*** INPUT MATERIAL Section Begins ***

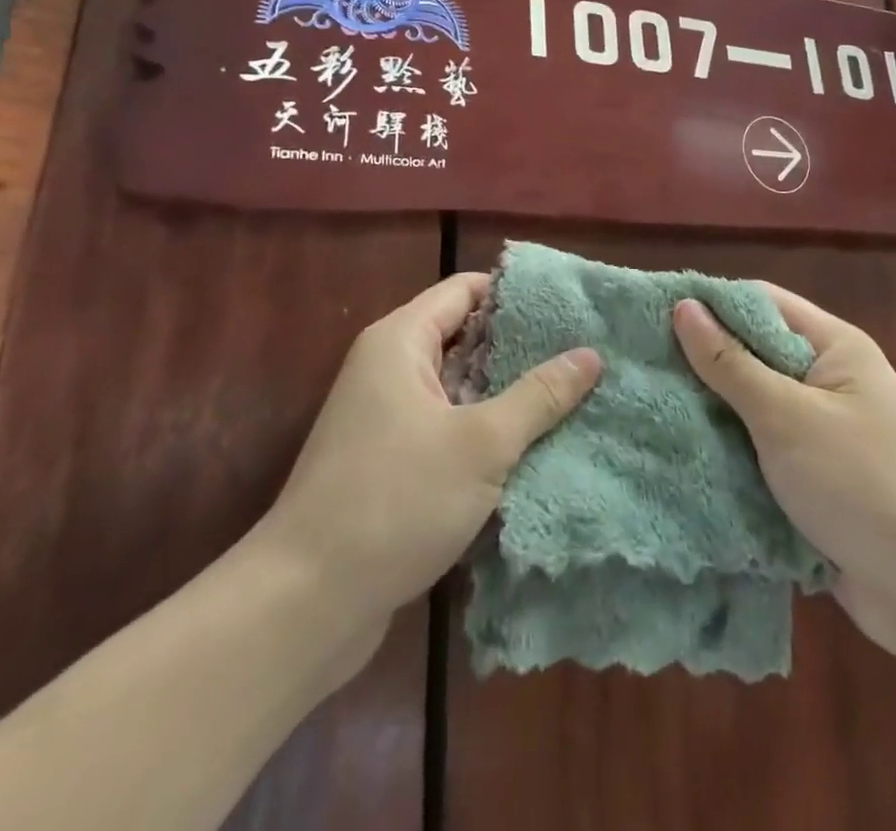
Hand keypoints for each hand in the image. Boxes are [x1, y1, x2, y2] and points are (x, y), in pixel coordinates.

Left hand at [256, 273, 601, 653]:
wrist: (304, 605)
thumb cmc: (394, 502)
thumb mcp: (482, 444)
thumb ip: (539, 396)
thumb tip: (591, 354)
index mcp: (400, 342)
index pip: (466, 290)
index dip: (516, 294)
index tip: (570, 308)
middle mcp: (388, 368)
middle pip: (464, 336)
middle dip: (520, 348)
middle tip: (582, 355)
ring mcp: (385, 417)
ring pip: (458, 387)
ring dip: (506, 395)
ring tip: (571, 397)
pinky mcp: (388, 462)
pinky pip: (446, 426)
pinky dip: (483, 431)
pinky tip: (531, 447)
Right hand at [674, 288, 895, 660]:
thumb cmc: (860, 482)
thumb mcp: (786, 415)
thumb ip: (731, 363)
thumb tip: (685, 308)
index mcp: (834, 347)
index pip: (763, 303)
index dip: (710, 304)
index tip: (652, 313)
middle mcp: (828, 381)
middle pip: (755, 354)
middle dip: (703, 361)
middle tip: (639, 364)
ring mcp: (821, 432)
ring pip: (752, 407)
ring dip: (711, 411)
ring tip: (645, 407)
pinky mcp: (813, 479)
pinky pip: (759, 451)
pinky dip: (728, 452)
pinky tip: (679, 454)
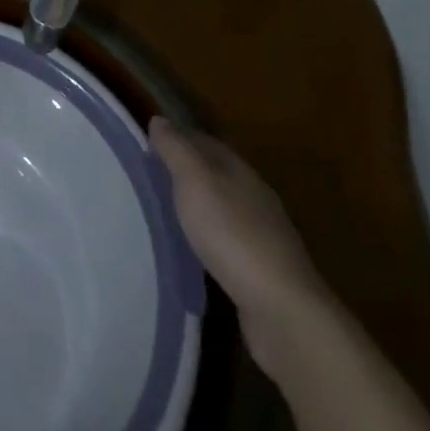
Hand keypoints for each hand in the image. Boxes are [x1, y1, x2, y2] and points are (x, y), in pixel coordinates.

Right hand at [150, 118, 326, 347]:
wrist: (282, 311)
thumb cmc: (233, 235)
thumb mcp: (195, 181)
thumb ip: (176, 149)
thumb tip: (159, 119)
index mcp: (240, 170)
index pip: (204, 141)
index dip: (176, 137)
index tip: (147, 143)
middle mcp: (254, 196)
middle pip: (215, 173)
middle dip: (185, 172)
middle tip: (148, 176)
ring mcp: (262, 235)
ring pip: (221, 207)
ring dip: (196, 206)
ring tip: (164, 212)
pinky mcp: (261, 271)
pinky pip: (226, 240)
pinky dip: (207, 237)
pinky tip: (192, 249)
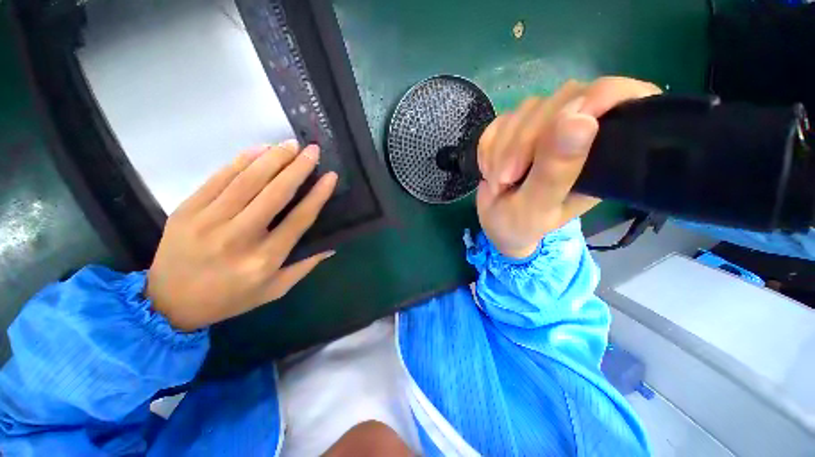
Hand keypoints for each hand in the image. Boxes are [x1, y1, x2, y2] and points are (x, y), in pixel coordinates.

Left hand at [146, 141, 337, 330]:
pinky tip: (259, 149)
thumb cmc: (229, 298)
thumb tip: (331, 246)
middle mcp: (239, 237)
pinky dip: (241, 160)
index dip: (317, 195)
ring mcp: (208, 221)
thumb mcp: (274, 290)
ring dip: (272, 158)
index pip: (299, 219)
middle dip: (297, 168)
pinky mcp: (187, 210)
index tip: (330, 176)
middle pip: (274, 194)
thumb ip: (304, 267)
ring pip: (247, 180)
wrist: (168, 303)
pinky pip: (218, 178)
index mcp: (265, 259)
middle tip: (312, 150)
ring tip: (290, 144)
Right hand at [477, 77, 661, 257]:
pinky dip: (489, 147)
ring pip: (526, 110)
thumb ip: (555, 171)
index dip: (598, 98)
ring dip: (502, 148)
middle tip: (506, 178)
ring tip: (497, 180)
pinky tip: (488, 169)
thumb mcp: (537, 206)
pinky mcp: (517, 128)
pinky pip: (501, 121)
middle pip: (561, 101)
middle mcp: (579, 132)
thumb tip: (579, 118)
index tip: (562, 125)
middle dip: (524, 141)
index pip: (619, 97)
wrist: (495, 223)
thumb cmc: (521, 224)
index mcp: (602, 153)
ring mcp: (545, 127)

*** INPUT MATERIAL Section Ends ***

An exact copy of the material above is required, minus its images.

Hand keypoints for each hand in the image. Boxes are [x1, y1, x2, y2] and points are (x, y), in pixel coordinates.

Left hand at [256, 273, 601, 653]:
wrist: (304, 605)
thumb cmc: (394, 502)
thumb mcp: (482, 444)
thumb ip: (539, 396)
thumb tip: (591, 354)
index mcp: (400, 342)
index pip: (466, 290)
index dip: (516, 294)
index tip: (570, 308)
middle mcp: (388, 368)
middle pip: (464, 336)
middle dip: (520, 348)
middle tip: (582, 355)
ring mcp: (385, 417)
ring pip: (458, 387)
ring dip: (506, 395)
ring tip: (571, 397)
pinky mcp: (388, 462)
pinky pip: (446, 426)
pinky dip: (483, 431)
pinky tip: (531, 447)
Right hand at [674, 288, 895, 660]:
thumb cmc: (860, 482)
thumb mcp: (786, 415)
thumb ip: (731, 363)
thumb tip: (685, 308)
index mcp: (834, 347)
index pip: (763, 303)
index dip: (710, 304)
index tip: (652, 313)
middle mcp: (828, 381)
middle pip: (755, 354)
middle dip: (703, 361)
middle tip: (639, 364)
ring mcp: (821, 432)
ring pip: (752, 407)
ring dip: (711, 411)
ring tip: (645, 407)
pinky mcp: (813, 479)
pinky pip: (759, 451)
pinky dip: (728, 452)
pinky tip: (679, 454)
Hand keypoints for each hand in the image. Boxes are [x1, y1, x2, y2] and points are (x, y), in pixel coordinates.

Right hand at [150, 118, 326, 347]:
wrist: (282, 311)
thumb cmc: (233, 235)
thumb mcp: (195, 181)
thumb ip: (176, 149)
thumb tip: (159, 119)
index mcp: (240, 170)
index pip: (204, 141)
index dip: (176, 137)
index tip: (147, 143)
middle mcp: (254, 196)
middle pip: (215, 173)
middle dip: (185, 172)
middle tip: (148, 176)
ring mcp: (262, 235)
ring pip: (221, 207)
ring dip: (196, 206)
ring tip: (164, 212)
pinky mcp: (261, 271)
pinky pip: (226, 240)
pinky dip: (207, 237)
pinky tip: (192, 249)
Hand keypoints for each hand in the image. Boxes are [x1, y1, x2, y2] and points are (x, y), in pixel coordinates.

Left hand at [146, 141, 337, 330]:
pinky tip: (259, 149)
thumb cmc: (229, 298)
thumb tip: (331, 246)
middle mcp: (239, 237)
pinky dip: (241, 160)
index dip: (317, 195)
ring mcp: (208, 221)
thumb mcp: (274, 290)
ring dip: (272, 158)
index pip: (299, 219)
middle dip: (297, 168)
pinky mcp: (187, 210)
index tip: (330, 176)
middle pip: (274, 194)
thumb ip: (304, 267)
ring pip: (247, 180)
wrist: (168, 303)
pinky pip: (218, 178)
index mcp: (265, 259)
middle tip: (312, 150)
ring tip: (290, 144)
Right hand at [477, 77, 661, 257]:
pinky dip: (489, 147)
ring pip: (526, 110)
thumb ip: (555, 171)
index dip: (598, 98)
ring dip: (502, 148)
middle tip: (506, 178)
ring tip: (497, 180)
pinky tip: (488, 169)
thumb mcp: (537, 206)
pinky mcp: (517, 128)
pinky pip: (501, 121)
middle pip: (561, 101)
middle mcp: (579, 132)
thumb tip: (579, 118)
index tip: (562, 125)
middle dip: (524, 141)
index pip: (619, 97)
wrist: (495, 223)
thumb cmc: (521, 224)
index mcp: (602, 153)
ring mcp: (545, 127)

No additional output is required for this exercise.